Currently, the use of glyphosate is allowed in Europe until December 2023. The European Food Safety Authority (EFSA) “does not identify any critical areas of concern that would prevent the renewal of the approval of glyphosate”, as reported in the summary of the discussion between the Commission services and the Member States in the Standing Committee on Plants, Animals, Food and Feed (PAFF Committee) [35]. However, in its peer review [36], EFSA underlined that the renewal is not hindered provided that some mitigation measures are set to address several issues that could not be finalized and other outstanding issues due to lack of data. In order to finalize the decision on glyphosate’s renewal within the actual expiring date, a further PAFF meeting will be held in September 2023 to define a draft regulation [28]. Since the potential toxicity of glyphosate is strictly related to its use, as already stressed, and in view of its potential carcinogenic action, a careful monitoring of its presence in crops and environment is mandatory, with the assessment that its values do not overcome the maximum residual limits (MRLs) imposed by EFSA [37].

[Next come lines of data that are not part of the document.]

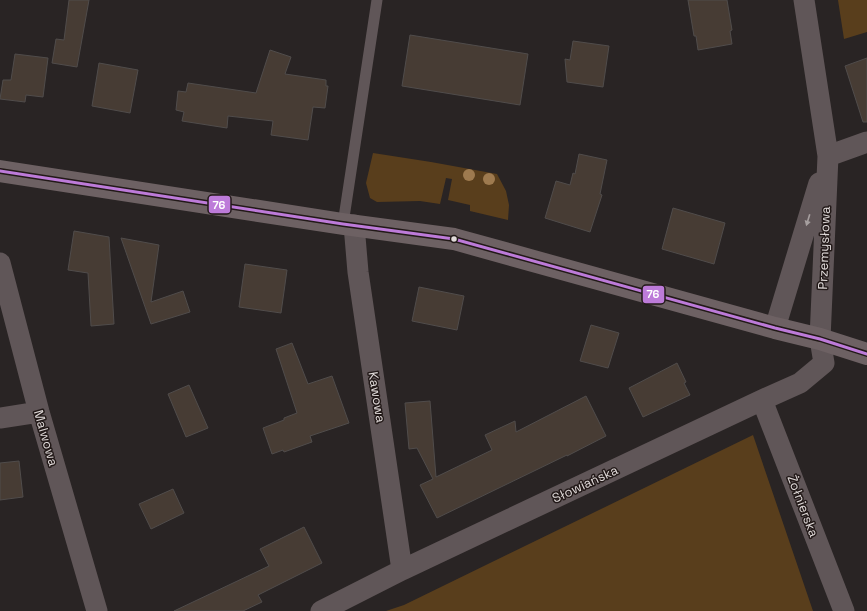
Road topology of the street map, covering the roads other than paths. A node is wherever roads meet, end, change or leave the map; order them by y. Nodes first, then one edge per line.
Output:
1 (377, 0) edge
2 (804, 0) edge
3 (867, 142) edge
4 (828, 156) junction
5 (0, 171) edge
6 (348, 224) junction
7 (0, 263) edge
8 (775, 328) junction
9 (820, 339) junction
10 (867, 354) edge
11 (762, 400) junction
12 (39, 412) junction
13 (0, 418) edge
14 (402, 570) junction
15 (96, 611) edge
16 (321, 611) edge
17 (844, 611) edge

1 - 6 lane
2 - 4 street, Przemysłowa
3 - 4 street
4 -> 8 street, Przemysłowa
4 - 9 street, Przemysłowa
5 - 6 main road
6 - 8 main road
6 - 14 street, Kawowa
7 - 12 street, Malwowa
8 - 9 main road
9 - 10 main road
9 - 11 street, Słowiańska
11 - 14 street, Słowiańska
11 - 17 street, Żołnierska
12 - 13 street
12 - 15 street, Malwowa
14 - 16 street, Słowiańska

As already pointed out, Raman spectroscopy could be a valid candidate for in situ monitoring. However, since the new MRLs, reviewed in 2019, are between 0.05 and 1 ppm, only Surface Enhanced Raman Spectroscopy may be expected to achieve the requested sensitivity.
Glyphosate is characterized by an intense Raman activity between 300 and 1800 cm−1, as shown in Figure 2, where the Raman signal is reported at different excitation wavelengths [38]. The most prominent mode, in spectra collected with benchtop Raman instrumentation, is centered at 1032 ÷ 1039 cm−1 and it was tentatively assigned to the symmetric stretching of PO2 [39] or to C-N stretching, CNCC skeleton vibration and HOPO2 as POO antisymmetric stretching [40].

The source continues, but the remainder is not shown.